▶ Task instructions
Begin at the line containing "Convert the map" in the data below and go on through the line containing "What data does", repeating each line exactly; include both ends and no other line.

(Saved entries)
──────────────────────────────

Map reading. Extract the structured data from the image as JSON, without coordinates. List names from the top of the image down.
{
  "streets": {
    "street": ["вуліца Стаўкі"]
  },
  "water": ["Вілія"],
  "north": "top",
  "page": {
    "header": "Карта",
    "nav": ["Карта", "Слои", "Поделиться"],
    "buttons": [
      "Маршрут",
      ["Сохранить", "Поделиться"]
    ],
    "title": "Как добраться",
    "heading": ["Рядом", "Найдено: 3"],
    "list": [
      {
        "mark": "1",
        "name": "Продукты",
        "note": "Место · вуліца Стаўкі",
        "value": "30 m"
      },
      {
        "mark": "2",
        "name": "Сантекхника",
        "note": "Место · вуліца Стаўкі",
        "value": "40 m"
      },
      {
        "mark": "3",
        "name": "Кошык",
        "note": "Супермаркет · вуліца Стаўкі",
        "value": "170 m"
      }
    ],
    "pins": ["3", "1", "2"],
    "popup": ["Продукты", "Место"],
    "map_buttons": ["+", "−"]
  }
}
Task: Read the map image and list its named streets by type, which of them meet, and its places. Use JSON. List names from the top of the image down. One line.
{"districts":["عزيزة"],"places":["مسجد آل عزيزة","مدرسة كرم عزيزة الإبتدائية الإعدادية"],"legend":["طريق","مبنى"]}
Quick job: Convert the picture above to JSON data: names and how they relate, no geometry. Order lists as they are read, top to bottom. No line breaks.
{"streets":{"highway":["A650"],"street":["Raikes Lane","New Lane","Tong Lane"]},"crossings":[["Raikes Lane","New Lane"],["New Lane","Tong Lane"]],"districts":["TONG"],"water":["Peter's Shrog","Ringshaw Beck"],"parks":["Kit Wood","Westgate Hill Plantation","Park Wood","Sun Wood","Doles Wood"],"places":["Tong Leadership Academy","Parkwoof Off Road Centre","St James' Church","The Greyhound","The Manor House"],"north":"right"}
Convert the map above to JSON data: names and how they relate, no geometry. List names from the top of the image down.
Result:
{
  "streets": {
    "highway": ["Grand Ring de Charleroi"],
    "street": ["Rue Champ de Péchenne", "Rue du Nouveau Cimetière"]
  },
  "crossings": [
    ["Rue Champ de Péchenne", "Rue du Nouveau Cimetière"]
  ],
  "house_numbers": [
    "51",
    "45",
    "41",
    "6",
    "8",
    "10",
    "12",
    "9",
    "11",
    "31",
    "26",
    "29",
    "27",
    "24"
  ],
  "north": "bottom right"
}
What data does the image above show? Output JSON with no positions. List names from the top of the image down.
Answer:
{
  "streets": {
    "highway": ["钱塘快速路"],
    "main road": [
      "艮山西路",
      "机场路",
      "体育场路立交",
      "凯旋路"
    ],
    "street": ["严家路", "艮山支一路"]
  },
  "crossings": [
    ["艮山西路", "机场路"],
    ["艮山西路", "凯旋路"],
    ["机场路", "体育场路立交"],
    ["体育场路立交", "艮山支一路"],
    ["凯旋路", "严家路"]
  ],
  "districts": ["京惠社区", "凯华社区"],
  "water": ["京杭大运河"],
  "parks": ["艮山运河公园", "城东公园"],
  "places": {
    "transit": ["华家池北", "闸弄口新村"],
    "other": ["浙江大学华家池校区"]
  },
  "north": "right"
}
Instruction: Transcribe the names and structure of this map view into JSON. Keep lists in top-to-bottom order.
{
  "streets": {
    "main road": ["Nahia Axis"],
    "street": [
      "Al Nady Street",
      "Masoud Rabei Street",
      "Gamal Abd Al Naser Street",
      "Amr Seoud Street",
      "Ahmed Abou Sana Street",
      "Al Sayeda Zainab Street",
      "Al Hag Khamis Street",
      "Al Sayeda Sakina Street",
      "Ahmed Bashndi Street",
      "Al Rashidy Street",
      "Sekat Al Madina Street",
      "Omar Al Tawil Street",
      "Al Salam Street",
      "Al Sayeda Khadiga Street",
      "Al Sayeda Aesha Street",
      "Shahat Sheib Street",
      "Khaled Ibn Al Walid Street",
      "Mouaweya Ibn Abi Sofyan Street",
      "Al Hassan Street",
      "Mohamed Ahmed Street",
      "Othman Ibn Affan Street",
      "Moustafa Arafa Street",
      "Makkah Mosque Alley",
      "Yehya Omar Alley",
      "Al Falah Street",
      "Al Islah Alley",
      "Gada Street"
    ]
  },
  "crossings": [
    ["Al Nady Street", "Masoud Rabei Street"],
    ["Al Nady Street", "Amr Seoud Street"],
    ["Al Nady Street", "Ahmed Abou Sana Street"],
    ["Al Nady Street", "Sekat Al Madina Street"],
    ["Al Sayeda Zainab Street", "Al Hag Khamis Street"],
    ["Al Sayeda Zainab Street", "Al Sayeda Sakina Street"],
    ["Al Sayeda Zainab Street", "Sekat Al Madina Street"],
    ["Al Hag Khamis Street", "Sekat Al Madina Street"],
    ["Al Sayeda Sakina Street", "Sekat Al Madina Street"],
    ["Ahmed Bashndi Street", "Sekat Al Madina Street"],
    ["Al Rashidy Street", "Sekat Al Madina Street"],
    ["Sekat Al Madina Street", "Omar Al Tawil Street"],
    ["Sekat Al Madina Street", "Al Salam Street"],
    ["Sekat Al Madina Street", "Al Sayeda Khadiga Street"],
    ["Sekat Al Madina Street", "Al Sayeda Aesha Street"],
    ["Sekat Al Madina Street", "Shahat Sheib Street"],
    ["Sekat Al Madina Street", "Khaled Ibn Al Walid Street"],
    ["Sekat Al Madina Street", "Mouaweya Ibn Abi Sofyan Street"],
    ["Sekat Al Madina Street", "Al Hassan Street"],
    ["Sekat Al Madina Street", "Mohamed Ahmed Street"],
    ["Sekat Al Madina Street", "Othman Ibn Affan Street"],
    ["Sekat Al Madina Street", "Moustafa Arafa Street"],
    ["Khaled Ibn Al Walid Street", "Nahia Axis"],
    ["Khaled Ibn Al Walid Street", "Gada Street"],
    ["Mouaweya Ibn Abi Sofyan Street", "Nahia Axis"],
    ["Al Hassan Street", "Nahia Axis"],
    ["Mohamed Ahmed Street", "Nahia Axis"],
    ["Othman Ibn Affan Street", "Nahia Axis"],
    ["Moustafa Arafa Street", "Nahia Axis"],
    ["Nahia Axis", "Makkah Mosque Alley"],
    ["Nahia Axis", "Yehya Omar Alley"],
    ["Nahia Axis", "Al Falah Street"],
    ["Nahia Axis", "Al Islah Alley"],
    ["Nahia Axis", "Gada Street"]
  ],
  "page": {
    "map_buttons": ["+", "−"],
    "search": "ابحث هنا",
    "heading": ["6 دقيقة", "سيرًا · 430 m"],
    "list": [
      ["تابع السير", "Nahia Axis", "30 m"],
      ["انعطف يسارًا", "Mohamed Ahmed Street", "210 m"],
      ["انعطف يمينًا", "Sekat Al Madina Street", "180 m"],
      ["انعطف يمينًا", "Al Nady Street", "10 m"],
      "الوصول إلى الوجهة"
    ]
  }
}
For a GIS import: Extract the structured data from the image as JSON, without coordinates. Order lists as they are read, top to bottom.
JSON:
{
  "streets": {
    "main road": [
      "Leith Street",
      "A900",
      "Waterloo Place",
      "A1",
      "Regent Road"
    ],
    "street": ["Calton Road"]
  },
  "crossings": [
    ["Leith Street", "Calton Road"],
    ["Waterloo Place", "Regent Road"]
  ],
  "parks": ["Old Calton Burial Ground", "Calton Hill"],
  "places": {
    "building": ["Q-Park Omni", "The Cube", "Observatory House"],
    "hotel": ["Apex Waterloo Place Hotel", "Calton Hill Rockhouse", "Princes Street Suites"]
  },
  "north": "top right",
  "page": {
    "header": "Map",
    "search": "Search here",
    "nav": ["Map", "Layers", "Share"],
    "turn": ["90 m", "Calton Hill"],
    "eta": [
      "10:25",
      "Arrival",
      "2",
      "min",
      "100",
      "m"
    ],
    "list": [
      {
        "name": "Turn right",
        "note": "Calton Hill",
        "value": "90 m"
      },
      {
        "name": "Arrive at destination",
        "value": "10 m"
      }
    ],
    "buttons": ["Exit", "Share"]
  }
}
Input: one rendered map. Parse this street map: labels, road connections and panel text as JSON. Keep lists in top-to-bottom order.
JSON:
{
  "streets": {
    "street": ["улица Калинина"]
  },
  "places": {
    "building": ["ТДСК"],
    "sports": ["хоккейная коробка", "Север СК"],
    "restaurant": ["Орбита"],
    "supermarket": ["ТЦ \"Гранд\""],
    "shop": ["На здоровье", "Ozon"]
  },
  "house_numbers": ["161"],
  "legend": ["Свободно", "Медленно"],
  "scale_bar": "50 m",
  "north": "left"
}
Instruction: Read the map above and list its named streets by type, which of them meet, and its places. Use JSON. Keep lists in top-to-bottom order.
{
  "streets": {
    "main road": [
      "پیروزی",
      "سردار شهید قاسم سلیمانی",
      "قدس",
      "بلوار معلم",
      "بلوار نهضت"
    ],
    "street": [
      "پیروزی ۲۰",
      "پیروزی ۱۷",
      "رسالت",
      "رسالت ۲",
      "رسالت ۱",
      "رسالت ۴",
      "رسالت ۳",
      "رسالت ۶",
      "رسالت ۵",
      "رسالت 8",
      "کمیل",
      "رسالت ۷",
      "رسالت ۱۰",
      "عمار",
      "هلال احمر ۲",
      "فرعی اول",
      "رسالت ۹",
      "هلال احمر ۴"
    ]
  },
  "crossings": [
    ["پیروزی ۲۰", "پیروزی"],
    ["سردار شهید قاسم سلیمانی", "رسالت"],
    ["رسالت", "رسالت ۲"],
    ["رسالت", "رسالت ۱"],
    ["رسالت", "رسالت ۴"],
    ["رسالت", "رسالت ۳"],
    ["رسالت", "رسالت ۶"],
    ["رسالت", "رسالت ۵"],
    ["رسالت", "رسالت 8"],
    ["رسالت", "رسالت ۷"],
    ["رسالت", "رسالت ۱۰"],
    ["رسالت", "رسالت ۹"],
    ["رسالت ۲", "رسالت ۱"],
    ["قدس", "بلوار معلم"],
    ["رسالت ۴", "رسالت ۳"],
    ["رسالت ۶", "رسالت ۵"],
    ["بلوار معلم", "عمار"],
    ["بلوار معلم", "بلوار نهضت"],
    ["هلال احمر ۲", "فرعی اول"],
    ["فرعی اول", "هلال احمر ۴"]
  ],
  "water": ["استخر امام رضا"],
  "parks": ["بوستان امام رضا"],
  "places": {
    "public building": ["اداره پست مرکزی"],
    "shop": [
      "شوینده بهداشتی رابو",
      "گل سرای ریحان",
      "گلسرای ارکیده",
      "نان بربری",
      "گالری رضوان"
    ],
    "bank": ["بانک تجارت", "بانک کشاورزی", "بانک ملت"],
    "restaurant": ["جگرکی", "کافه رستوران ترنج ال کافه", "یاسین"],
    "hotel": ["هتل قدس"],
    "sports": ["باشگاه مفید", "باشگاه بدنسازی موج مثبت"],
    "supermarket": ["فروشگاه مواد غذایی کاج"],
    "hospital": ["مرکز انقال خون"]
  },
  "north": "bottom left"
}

──────────────────────────────

▶ Task answer
Convert the map above to JSON data: names and how they relate, no geometry. List names from the top of the image down.
Result:
{
  "streets": {
    "highway": ["Grand Ring de Charleroi"],
    "street": ["Rue Champ de Péchenne", "Rue du Nouveau Cimetière"]
  },
  "crossings": [
    ["Rue Champ de Péchenne", "Rue du Nouveau Cimetière"]
  ],
  "house_numbers": [
    "51",
    "45",
    "41",
    "6",
    "8",
    "10",
    "12",
    "9",
    "11",
    "31",
    "26",
    "29",
    "27",
    "24"
  ],
  "north": "bottom right"
}
What data does the image above show? Output JSON with no positions. List names from the top of the image down.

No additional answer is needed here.